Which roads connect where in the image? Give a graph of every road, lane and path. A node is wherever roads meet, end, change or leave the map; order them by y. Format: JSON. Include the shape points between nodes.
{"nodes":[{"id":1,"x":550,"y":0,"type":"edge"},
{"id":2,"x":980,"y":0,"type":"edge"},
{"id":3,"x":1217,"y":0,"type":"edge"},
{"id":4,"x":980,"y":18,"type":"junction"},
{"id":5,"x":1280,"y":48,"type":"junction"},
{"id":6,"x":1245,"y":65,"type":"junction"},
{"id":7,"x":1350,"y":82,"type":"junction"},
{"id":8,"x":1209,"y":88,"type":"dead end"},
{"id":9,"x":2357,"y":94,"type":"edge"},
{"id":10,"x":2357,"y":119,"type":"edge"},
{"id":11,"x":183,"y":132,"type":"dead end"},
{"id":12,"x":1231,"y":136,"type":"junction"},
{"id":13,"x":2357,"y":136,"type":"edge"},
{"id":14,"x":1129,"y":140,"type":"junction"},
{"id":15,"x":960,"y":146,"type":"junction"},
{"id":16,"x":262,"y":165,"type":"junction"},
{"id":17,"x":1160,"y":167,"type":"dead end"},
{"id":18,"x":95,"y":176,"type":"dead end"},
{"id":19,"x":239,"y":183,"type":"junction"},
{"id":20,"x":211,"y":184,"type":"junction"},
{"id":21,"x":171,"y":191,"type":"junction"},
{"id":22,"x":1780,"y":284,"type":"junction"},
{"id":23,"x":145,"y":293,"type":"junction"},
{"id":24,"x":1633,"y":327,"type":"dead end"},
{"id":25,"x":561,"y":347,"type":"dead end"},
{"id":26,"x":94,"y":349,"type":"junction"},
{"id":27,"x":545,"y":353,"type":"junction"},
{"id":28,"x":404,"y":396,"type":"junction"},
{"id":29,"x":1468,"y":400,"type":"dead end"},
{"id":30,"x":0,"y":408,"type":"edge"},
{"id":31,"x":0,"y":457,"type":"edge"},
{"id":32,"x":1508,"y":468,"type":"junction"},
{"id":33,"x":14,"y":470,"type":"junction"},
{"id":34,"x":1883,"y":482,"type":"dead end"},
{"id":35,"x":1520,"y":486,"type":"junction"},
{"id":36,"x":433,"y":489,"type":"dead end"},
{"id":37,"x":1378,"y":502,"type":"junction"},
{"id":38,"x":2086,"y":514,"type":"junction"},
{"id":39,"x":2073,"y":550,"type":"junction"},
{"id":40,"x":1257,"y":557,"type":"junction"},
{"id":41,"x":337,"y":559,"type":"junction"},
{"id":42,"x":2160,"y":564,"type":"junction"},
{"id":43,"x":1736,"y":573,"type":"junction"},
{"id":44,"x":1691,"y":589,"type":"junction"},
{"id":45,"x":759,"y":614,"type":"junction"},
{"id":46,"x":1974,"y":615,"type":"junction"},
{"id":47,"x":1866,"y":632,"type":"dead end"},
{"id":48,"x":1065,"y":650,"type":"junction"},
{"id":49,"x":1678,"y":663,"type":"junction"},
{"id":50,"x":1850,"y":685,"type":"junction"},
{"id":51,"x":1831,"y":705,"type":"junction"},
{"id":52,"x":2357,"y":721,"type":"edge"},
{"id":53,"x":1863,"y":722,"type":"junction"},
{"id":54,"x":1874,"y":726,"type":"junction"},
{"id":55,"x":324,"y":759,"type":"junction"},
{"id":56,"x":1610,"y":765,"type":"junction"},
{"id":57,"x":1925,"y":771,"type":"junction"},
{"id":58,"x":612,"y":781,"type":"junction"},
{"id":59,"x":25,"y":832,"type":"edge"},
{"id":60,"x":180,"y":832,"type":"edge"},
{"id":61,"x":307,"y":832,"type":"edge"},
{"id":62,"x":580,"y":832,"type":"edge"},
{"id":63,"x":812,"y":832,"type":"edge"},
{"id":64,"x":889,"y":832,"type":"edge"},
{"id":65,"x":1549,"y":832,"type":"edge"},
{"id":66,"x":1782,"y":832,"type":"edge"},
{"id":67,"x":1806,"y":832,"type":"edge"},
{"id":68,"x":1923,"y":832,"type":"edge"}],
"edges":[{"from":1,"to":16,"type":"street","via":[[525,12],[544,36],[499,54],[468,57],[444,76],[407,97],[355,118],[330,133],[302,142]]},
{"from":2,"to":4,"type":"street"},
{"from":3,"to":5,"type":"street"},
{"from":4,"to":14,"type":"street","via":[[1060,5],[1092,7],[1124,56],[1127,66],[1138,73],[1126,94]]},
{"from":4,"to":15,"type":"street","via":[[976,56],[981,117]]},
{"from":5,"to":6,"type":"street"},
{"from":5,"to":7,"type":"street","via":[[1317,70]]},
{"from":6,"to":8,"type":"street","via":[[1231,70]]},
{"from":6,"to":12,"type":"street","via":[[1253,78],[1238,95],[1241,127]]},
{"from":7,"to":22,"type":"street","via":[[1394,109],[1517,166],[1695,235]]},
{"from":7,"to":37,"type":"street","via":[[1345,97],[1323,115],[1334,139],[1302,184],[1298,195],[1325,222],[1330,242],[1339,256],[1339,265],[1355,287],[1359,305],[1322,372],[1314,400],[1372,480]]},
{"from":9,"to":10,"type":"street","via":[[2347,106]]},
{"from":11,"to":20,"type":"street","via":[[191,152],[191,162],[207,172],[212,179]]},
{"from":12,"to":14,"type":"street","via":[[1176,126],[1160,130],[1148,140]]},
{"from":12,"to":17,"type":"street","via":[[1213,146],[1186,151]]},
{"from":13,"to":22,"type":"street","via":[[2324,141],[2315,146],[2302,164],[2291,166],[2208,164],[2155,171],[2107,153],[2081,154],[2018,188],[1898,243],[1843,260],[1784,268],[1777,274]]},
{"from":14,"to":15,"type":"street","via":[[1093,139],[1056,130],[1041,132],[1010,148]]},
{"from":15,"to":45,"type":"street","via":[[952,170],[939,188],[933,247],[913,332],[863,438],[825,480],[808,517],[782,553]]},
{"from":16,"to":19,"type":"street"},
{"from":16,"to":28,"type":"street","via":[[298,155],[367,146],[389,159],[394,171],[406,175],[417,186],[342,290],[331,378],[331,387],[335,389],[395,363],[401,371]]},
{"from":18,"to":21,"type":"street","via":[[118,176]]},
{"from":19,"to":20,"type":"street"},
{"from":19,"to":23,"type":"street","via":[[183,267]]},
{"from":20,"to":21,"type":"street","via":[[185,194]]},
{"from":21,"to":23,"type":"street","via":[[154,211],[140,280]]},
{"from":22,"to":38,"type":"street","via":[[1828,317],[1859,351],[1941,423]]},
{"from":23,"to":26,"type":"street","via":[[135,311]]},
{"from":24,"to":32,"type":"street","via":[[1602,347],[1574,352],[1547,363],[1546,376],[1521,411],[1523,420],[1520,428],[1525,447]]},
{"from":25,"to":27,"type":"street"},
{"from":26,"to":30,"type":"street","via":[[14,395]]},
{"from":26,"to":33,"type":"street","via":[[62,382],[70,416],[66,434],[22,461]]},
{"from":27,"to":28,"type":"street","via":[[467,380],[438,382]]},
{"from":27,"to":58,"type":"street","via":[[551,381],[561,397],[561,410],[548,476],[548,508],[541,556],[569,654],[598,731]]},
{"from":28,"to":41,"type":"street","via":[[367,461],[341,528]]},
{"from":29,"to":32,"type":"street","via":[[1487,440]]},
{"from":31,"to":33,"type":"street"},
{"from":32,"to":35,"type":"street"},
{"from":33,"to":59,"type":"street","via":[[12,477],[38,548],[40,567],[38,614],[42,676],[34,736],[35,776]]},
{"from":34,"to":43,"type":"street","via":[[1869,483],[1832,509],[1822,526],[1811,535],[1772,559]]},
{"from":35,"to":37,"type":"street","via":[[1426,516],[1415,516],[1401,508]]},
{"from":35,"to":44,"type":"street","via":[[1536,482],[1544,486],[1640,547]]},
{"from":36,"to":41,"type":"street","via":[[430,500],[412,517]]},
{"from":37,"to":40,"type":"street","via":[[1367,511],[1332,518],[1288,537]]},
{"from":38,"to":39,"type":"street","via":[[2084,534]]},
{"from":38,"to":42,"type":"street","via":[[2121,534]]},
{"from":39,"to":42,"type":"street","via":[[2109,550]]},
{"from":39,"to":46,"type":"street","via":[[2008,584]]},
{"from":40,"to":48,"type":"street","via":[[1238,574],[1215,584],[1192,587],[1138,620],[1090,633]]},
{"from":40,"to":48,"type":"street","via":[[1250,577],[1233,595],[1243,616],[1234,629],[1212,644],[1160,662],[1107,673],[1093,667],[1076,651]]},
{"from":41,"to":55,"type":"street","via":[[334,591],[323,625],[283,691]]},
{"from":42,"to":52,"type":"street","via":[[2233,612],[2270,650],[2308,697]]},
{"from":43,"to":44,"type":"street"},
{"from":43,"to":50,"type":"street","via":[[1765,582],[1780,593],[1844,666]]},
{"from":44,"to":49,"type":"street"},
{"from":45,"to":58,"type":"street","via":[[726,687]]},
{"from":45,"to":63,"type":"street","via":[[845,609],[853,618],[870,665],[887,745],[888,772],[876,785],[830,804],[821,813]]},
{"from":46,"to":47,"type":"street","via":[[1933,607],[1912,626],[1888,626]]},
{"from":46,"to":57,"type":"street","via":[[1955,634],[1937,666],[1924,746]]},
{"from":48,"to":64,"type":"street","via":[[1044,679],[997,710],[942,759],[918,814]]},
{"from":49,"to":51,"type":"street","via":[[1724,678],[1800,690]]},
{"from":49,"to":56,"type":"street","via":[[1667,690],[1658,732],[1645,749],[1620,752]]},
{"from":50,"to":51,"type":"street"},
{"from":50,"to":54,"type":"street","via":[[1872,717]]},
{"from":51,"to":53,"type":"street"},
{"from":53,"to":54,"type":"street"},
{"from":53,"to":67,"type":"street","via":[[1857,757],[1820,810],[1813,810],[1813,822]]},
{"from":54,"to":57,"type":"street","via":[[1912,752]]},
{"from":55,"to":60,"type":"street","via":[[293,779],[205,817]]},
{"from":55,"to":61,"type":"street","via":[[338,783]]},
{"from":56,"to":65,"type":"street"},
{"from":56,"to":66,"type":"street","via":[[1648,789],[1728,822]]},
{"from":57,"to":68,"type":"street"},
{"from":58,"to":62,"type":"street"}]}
━━━━━━━━━━━━━━━━━━━━━━━━━━━━━━
WHAT NEEDS TO BE DONE: Work out how many lines in the data above hold the word "dead". Reply with nothing but the count.

TASK RESULT: 10